Last year’s Supercars parity saga nearly ruined the sport according to Triple Eight Race Engineering owner Roland Dane.
Speaking on the latest episode of Rusty’s Garage, Dane detailed his first glimpse of the then-new Ford Mustang that debuted at the VCAT test in late 2018.
He said Supercars was presented with a situation unprecedented in his time in the championship.
“The other side turned up with a car that was just so radically different from anything that had been done before, we knew we were on the back foot,” Dane told host Greg Rust.
“But because Supercars as a category had never been placed in this position – or certainly in the 16 years that I had been around – then they didn’t really know how to deal with it, which is totally different to how the landscape had been for the Ford versus Holden fight all the time I had been in Australia.
“I would never say there haven’t been differences, but they were so small that other things had been more important. The team, the driver, etc. It was a rude shock to the system. It was a rude shock to Supercars and the teams that we suddenly had this inequity.
“To their credit, they dealt with the centre of gravity problem straight away. We’d been asking and asking and asking and asking, but they dealt with it as quickly as they practically could. The aero side was more complicated.”
The parity debate carried on throughout the 2019 season and saw changes to the Ford Mustang and Holden Commodore come intermittently.
A tweaked undertray was then brought in for the Holden Commodore fleet at the Darwin Triple Crown.
Dane said he had ‘a couple of false dawns’ that he believed would get the championship back on track.
However, it was only at the Pukekohe Park round late last year that he said parity was close to being balanced when an additional gurney flap on the boot lid was brought in.
“We knew what needed to be done to put us in the same ballpark. We’d even gone to the aero test the beginning of (2019) with the gurney that we then ran later in the year.
“We had gone with it, we had never tested it, but we’d gone with it because we said to Supercars ‘we should have this in the toolbox in case we need it’.
“That’s exactly the part that went on the car at Pukekohe. When we put it on the car at Pukekohe we had never had it on a car before.
“We thought that might be the fix that we needed and it certainly put us back in the ballpark. But the politics along the way, to be honest, almost destroyed the sport.”
When asked about drivers from the cockpit noticing a flexible rear wing on track, Dane detailed how a DRS-style effect saw the wing plane depress at high speed to reduce drag on straights.

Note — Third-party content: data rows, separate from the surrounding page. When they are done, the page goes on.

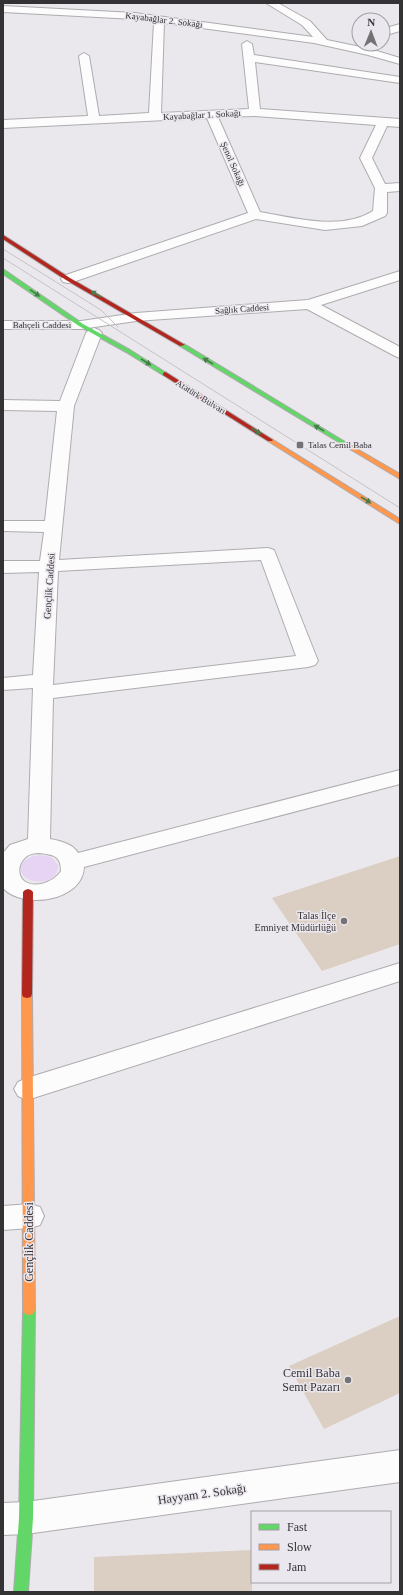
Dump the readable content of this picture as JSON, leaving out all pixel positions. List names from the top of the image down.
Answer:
{
  "streets": {
    "main road": ["Atatürk Bulvarı", "Gençlik Caddesi"],
    "street": [
      "Kayabağlar 2. Sokağı",
      "Kayabağlar 1. Sokağı",
      "Şenol Sokağı",
      "Sağlık Caddesi",
      "Bahçeli Caddesi",
      "Hayyam 2. Sokağı"
    ]
  },
  "crossings": [
    ["Kayabağlar 1. Sokağı", "Şenol Sokağı"],
    ["Sağlık Caddesi", "Bahçeli Caddesi"],
    ["Sağlık Caddesi", "Atatürk Bulvarı"],
    ["Sağlık Caddesi", "Gençlik Caddesi"],
    ["Bahçeli Caddesi", "Atatürk Bulvarı"],
    ["Bahçeli Caddesi", "Gençlik Caddesi"],
    ["Atatürk Bulvarı", "Gençlik Caddesi"],
    ["Gençlik Caddesi", "Hayyam 2. Sokağı"]
  ],
  "places": {
    "transit": ["Talas Cemil Baba"],
    "other": ["Talas İlçe Emniyet Müdürlüğü", "Cemil Baba Semt Pazarı"]
  },
  "legend": ["Fast", "Slow", "Jam"],
  "north": "top"
}
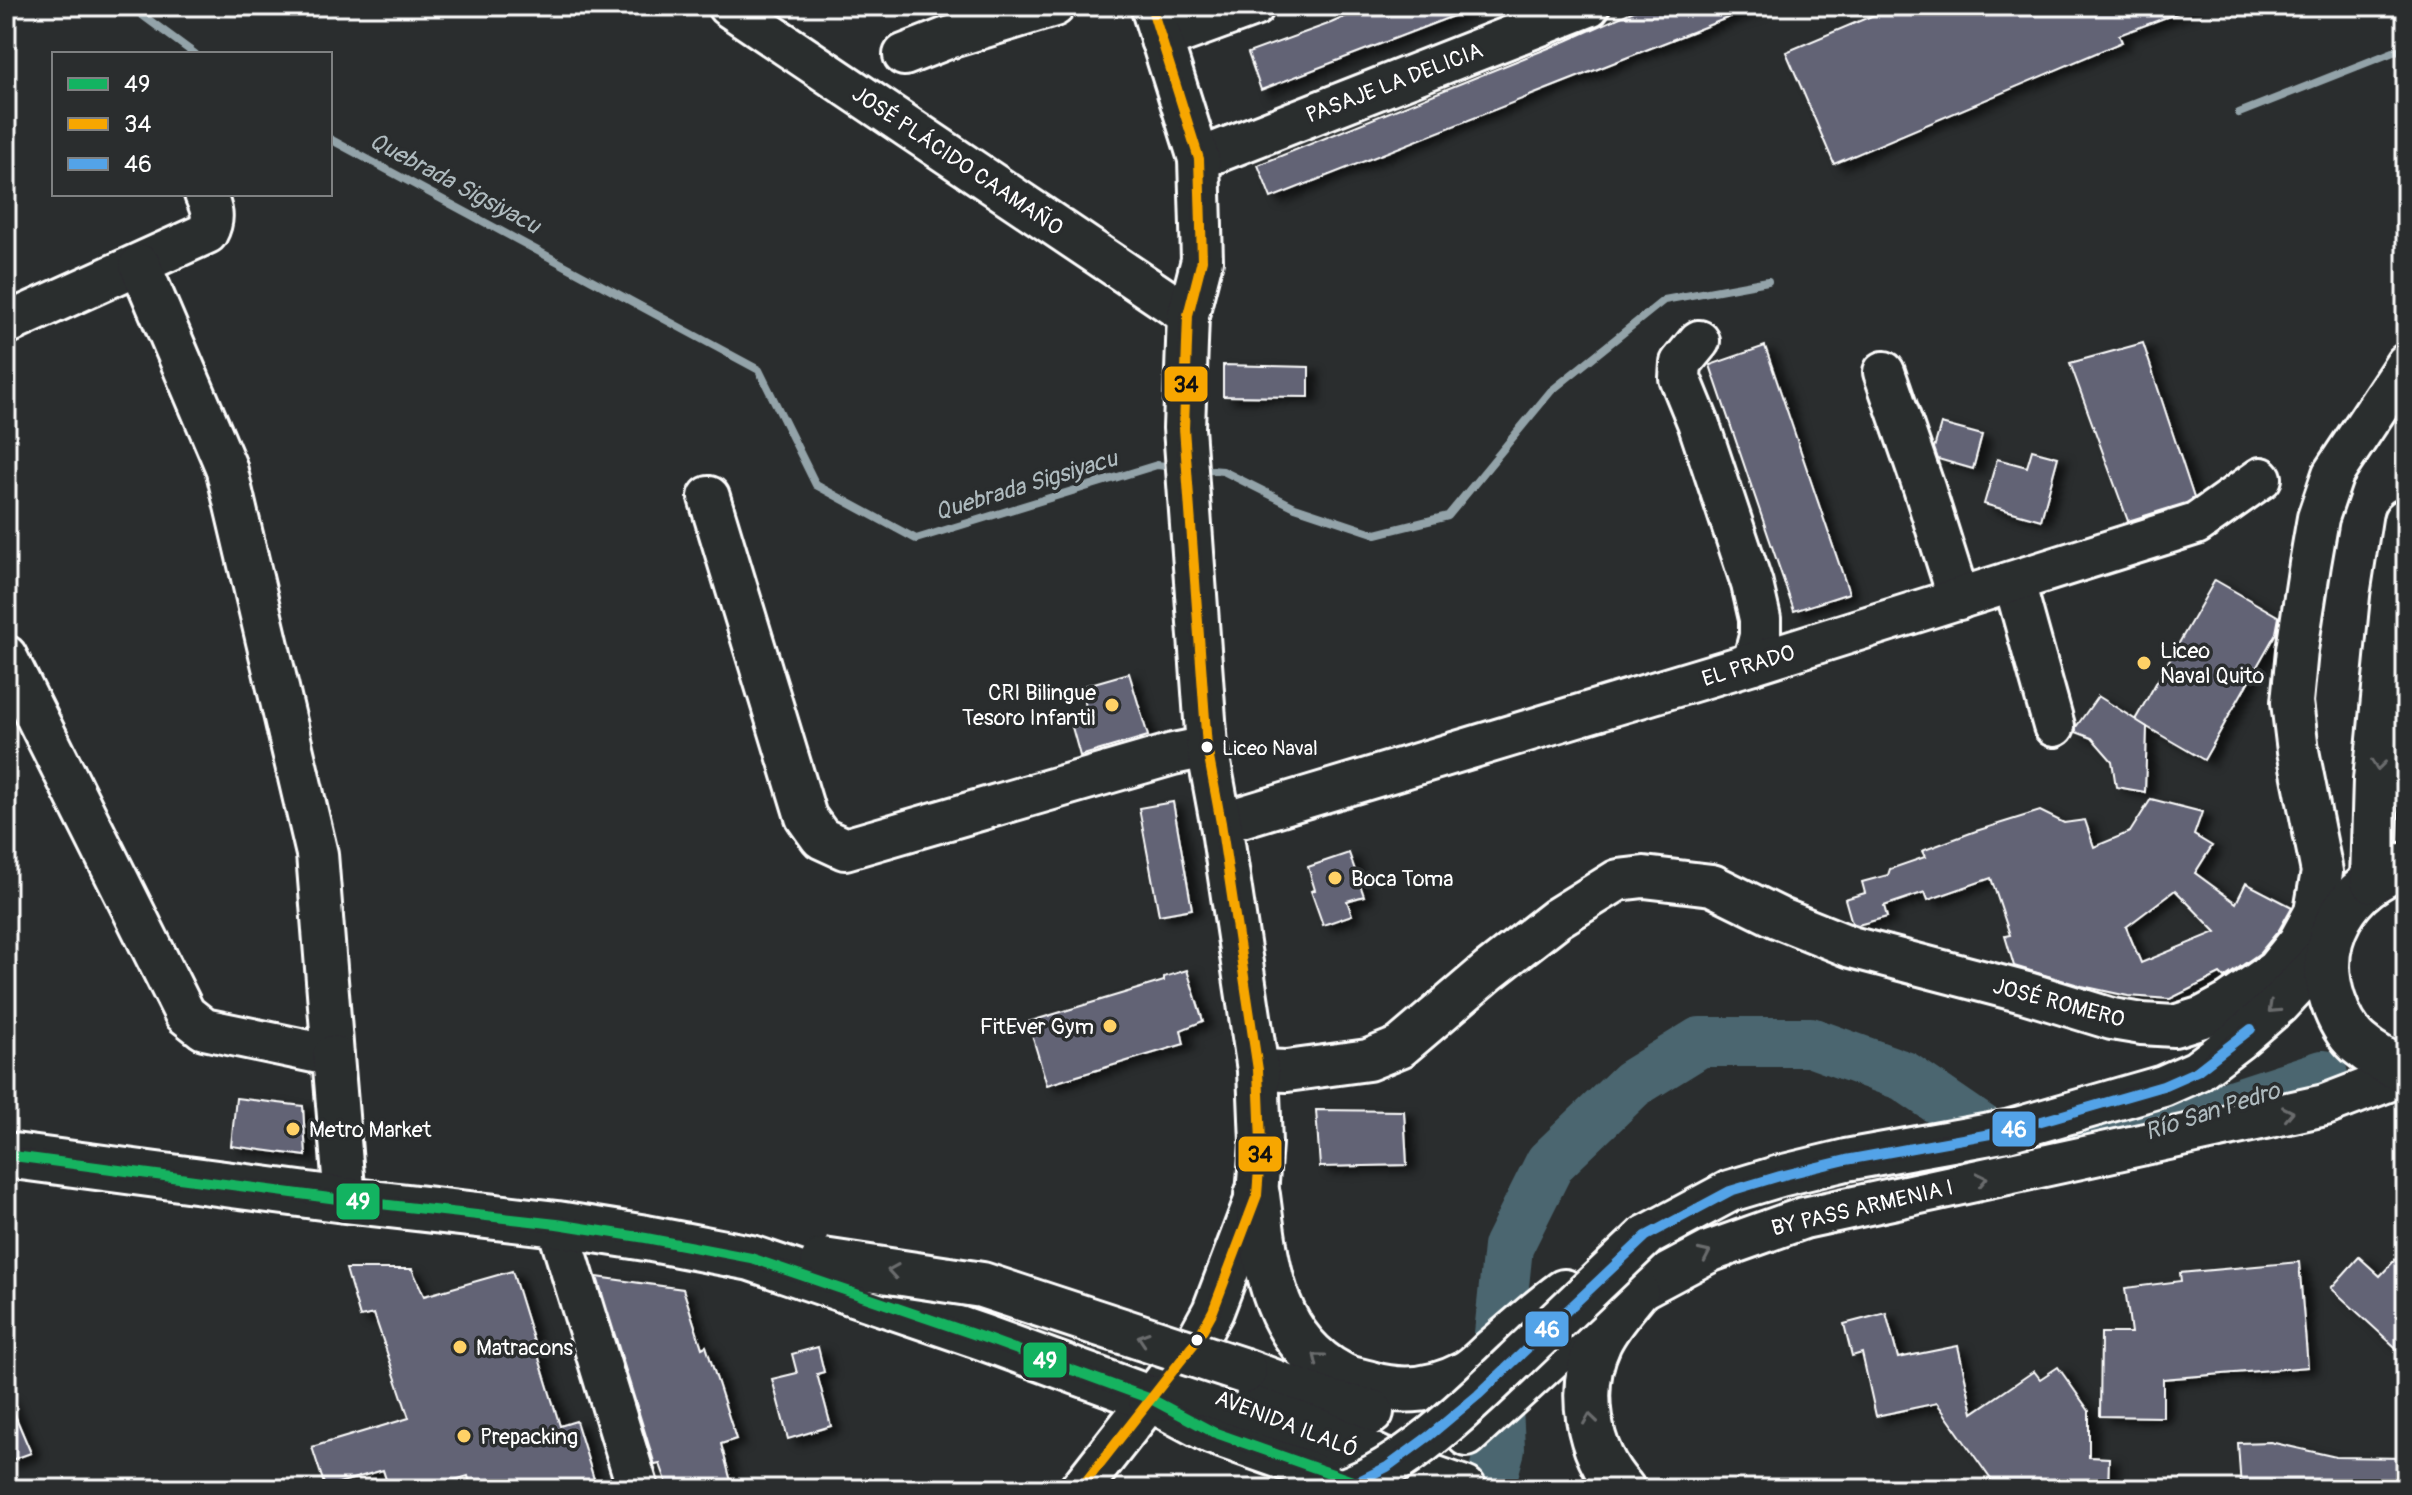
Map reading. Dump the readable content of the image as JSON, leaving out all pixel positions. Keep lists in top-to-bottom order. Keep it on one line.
{"streets":{"main road":["AVENIDA ILALÓ"],"street":["PASAJE LA DELICIA","JOSÉ PLÁCIDO CAAMAÑO","EL PRADO","JOSÉ ROMERO","BY PASS ARMENIA I"]},"water":["Quebrada Sigsiyacu","Río San Pedro"],"places":["Liceo Naval Quito","CRI Bilingue Tesoro Infantil","Liceo Naval","Boca Toma","FitEver Gym","Metro Market","Matracons","Prepacking"],"lines":["transit line 34","transit line 46","transit line 49"],"legend":["49","34","46"]}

Though not limited to the Ford Mustang, Dane said he believes the trick has been largely stopped for the 2020 season.
“Basically for the last five years or so people have been trying to get the rear wing to flex by various means to try and reduce the angle of attack of the rear wing down the straights.
“There was a naïvety somewhere that teams took advantage of. We were told there would be rules coming in around it but then they didn’t come in at all until this year.”
After a season that was largely overshadowed by parity discussion, Dane said he believes the championship is in a better place now.
A control shock has also been introduced and the engines have had horsepower reduced by 50 hp in an effort to curb costs.
“It does look good at the moment,” Dane said of the parity balance.
“Hopefully, it stays that way. What Supercars did at the end of last year with the two aero tests, not one, but two, was not only technically better, but it was also the second one especially was conducted with total transparency.
“In doing that, it then meant that you had proper backup from the teams in the brain department. There are some good brains there on both sides. They could both cross-examine the data. In fact, in January at the test there it was massively important.”
The Virgin Australia Supercars Championship is currently slated to return at Symmons Plains for the Tyrepower Tasmania Super400 over April 3-5.